Keeping Books Alive:
Resolutions for the Love of Literacy

Aha! It is resolution time!

You may think it's a bit late for resolutions but I think it's the perfect time. We've done our personal resolutions. Now it's time to think about what we can do for publishing, books, and literacy. All one has to do to understand how important books are to so many of personally is browse Pinterest bulletin boards. Doing so has convinced me there is one thing that almost every reader and author could and should put on his or her literacy resolution list. Are you ready?
Buy books!

I often get e-mails from authors saying that their fellow authors don’t buy their books. And I do understand how that can happen. The longer we’ve been writing, the more author-friends we have and, at some point it’s impossible to support them all. Having said that, authors shouldn’t expect fellow authors to buy books that don’t interest them. Books they don’t have time for. Or books that aren’t published the way they want to read them (paperback or e-books, anyone?) That’s why we promote rather than just depending on friends and relatives—which, after all, isn’t the biggest pool of buyers in the world. And I should think authors will even forgive their mothers for not reading their books if Mom loves (and buys!) books.

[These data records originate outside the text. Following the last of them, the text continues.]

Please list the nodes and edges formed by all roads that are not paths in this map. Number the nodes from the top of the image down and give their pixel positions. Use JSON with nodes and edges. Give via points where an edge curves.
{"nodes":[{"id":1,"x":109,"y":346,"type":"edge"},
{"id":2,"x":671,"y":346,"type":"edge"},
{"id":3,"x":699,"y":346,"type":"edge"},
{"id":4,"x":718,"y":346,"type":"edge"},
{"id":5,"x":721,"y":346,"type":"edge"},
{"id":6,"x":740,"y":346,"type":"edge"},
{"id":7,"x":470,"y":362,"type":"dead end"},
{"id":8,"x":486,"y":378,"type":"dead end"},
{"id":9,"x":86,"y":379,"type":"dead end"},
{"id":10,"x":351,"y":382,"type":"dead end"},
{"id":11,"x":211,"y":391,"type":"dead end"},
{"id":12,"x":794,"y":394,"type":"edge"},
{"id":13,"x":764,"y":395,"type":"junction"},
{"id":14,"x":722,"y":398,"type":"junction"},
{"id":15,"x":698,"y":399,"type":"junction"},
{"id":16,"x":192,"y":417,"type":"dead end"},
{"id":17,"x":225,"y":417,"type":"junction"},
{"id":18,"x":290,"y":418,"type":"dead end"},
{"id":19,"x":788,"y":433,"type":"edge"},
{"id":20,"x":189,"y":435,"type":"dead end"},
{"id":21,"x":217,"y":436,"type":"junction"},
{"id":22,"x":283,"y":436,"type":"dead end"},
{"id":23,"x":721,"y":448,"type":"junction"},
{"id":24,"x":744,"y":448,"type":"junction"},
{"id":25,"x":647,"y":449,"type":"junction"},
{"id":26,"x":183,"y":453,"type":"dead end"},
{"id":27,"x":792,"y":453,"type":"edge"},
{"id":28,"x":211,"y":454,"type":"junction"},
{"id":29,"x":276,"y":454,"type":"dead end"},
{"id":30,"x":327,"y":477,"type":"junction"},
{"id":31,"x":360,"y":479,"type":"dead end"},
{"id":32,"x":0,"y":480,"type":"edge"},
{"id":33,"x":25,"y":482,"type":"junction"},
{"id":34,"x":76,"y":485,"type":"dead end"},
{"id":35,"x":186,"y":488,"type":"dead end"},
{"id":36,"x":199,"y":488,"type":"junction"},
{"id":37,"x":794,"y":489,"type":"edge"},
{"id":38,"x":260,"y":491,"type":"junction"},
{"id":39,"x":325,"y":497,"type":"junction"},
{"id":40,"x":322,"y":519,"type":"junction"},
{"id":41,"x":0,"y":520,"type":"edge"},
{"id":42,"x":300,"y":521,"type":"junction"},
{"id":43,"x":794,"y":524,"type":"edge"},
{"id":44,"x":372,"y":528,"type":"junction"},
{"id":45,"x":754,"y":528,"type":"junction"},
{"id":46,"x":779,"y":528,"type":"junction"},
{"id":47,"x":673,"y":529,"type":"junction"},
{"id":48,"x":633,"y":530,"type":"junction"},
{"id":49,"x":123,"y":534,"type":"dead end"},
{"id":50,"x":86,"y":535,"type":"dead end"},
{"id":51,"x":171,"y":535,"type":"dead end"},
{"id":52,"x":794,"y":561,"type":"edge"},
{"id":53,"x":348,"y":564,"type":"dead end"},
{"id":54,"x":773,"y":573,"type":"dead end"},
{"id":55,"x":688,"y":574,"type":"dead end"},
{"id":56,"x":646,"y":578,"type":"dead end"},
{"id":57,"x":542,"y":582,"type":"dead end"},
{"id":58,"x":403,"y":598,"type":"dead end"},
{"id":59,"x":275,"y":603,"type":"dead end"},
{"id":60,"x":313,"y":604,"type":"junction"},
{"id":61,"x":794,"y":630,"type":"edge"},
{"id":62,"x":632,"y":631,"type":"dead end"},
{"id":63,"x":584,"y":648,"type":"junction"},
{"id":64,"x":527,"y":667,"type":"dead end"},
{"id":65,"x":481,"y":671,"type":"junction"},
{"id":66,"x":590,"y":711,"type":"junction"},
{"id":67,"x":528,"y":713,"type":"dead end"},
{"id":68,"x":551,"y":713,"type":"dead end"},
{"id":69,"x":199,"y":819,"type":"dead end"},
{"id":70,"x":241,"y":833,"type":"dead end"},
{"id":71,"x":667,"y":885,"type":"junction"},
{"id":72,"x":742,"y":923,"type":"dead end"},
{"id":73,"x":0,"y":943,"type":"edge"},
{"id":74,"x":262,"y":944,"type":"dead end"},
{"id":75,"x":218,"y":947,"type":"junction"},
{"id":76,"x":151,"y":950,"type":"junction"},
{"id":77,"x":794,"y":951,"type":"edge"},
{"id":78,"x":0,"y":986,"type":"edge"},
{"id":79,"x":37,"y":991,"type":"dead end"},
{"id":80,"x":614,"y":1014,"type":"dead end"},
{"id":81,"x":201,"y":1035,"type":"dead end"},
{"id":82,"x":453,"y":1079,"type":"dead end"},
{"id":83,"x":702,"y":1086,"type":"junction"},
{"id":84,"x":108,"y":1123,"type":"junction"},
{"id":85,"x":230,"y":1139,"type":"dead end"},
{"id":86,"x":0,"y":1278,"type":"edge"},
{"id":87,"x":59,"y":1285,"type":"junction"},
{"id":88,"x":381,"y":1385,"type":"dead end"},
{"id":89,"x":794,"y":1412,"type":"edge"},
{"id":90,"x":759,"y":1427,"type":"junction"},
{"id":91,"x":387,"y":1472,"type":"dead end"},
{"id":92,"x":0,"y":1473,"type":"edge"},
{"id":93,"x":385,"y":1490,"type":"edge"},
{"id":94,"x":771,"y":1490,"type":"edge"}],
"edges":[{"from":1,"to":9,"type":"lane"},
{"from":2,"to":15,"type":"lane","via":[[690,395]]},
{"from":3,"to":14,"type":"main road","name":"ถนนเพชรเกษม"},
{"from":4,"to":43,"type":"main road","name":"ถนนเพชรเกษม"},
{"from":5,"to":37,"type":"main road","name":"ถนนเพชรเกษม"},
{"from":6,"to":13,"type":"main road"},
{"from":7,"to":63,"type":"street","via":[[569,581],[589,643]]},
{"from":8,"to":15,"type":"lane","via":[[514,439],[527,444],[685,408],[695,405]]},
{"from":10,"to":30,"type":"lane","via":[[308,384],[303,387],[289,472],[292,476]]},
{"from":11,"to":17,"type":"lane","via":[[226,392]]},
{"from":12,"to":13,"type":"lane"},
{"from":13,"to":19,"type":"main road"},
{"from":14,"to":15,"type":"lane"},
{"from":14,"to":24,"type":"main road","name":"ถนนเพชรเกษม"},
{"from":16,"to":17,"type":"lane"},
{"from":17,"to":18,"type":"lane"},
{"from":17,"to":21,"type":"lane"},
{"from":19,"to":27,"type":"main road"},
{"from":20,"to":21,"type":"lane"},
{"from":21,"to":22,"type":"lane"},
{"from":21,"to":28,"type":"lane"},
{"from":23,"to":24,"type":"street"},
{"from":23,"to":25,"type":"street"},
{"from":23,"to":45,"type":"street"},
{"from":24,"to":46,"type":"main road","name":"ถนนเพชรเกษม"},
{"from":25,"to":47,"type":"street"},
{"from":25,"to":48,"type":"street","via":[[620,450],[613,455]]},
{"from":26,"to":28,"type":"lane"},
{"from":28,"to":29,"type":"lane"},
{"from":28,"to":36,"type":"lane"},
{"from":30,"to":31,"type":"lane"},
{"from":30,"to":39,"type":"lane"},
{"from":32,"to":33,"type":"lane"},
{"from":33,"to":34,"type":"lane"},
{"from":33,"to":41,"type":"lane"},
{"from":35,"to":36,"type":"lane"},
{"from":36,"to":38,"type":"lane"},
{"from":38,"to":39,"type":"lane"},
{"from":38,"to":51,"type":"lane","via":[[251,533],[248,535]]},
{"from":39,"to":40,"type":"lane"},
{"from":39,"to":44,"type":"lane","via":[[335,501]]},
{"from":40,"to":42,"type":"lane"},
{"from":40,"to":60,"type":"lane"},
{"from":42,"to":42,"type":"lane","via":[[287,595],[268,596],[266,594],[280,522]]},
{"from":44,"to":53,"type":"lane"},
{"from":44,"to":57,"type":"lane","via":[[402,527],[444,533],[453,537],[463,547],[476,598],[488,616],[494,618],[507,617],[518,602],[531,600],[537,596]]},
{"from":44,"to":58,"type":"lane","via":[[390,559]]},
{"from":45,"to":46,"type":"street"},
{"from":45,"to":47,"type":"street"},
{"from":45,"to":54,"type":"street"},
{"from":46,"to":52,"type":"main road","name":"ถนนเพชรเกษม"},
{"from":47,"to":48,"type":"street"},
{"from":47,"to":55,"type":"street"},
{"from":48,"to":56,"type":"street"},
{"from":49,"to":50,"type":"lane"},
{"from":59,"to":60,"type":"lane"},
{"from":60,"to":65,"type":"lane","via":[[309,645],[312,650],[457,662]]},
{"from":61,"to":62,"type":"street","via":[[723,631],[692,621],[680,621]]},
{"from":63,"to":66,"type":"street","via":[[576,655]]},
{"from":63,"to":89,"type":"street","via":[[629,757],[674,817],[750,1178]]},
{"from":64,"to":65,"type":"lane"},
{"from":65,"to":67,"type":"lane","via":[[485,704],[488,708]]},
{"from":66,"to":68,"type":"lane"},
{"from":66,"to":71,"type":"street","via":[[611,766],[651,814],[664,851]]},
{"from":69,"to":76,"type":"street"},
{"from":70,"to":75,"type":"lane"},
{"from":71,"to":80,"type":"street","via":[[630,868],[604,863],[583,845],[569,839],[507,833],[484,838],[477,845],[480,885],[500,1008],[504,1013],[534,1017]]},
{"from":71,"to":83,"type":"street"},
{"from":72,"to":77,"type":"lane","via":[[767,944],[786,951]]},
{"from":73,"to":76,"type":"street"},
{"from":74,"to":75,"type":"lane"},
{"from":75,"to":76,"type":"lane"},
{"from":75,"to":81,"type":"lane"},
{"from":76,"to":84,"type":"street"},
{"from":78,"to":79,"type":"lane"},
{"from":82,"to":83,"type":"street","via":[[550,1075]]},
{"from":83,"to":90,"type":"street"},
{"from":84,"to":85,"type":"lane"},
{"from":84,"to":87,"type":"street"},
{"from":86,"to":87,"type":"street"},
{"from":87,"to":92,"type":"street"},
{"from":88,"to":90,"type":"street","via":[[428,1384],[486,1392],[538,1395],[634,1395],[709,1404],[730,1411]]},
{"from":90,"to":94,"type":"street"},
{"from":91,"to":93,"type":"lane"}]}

I think we should all (including Mom) set aside a budget for books. It’s about Zen. It’s about supporting the industry that we expect to supply us with books we love, with the smell of ink, with great stories, with important information. I love that many authors collect books—books written in the same genre but also books on similar subjects. Somehow we always get something new out of a new book or a new author even if they look as if they'll have pretty much the same information as the last book we read on that subject.

But there are other ways to support our industry besides buying books we want to read. Books make relatively inexpensive gifts for holiday giving, for hostess and thank you gifts, for birthdays, and even to give to business associates on appropriate occasions.

But we all know that we tend to get lax with our resolutions. So, to make your “Buy Books” resolution work all year, go to your gift-giving list for 2012 and see how many people on that list could get the gift of reading in 2012 instead of something that will be promptly tossed in the Goodwill bin or re-gifted. Staple your gift list to your resolution list. And then make another resolution to read your resolutions and that attached list of gift-giving idea list at least once a month.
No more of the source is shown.